Choosing varieties for heat tolerance—One of a set of variables in the summer-success equation

Even the most heat-tolerant, cool-weather varieties have their upper limits. In the Deep South none of the crops mentioned in this article are grown at the height of summer, with the exception of summer carrots, perhaps. And lettuce will always perform better in cooler conditions. Nevertheless, people want to enjoy fresh salads and slaws all summer long, so a selection of varieties that perform well through the stressful summer growing conditions must always be available. The varieties we carry and recommend here at Johnny's, while still affected by intense summer conditions, will outperform others.

Succession planting also plays a fundamental role in the equation for summer success, including the practice of sowing Summer-Plant for Fall-Harvest Varieties. While succession planting is often regarded as a season-extension strategy in principle, in this case it relates to working in sync with seasonal temperature cycles, leveraging higher germination temperature ranges of certain crops and planning the time of harvest to occur in cooler temps. Brassicas, carrots, and turnips are prime candidates for planting in the heat of summer.
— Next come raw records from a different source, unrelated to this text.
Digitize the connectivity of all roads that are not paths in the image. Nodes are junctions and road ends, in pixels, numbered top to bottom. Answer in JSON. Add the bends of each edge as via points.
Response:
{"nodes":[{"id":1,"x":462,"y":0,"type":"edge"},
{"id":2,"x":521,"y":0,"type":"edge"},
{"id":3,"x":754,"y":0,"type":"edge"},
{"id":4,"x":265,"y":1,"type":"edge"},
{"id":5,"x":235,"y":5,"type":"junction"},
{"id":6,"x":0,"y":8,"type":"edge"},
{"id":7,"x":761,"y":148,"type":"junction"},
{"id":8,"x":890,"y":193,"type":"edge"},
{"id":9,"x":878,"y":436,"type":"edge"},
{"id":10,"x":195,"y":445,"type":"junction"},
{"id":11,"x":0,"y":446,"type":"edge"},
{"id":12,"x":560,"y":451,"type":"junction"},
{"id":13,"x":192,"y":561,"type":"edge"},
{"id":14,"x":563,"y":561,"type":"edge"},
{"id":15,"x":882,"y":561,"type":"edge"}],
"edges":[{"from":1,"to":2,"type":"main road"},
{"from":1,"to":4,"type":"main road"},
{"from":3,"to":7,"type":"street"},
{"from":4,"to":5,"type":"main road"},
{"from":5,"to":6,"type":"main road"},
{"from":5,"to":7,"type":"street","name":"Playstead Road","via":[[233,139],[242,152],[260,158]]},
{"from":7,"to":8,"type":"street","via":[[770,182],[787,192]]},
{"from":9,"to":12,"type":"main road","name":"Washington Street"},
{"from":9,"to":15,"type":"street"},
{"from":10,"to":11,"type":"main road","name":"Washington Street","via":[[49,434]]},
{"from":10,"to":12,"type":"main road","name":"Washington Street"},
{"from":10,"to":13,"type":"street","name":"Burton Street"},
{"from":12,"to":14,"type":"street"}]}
To learn more, refer to the articles and calculator provided in our Succession Planting Overview.

No matter where you grow, putting a plan in place before the arrival of peak hot, humid weather will help minimize the detrimental effects of heat on your success. By choosing varieties known to be heat-tolerant, timing your plantings accordingly, following Best Hot-Weather Cultural Practices, and Cooling & Storing Your Summer-Harvested Crops correctly—as well as tracking what works best under which conditions—you can maximize the quality of your cool-weather crops during warm and hot weather.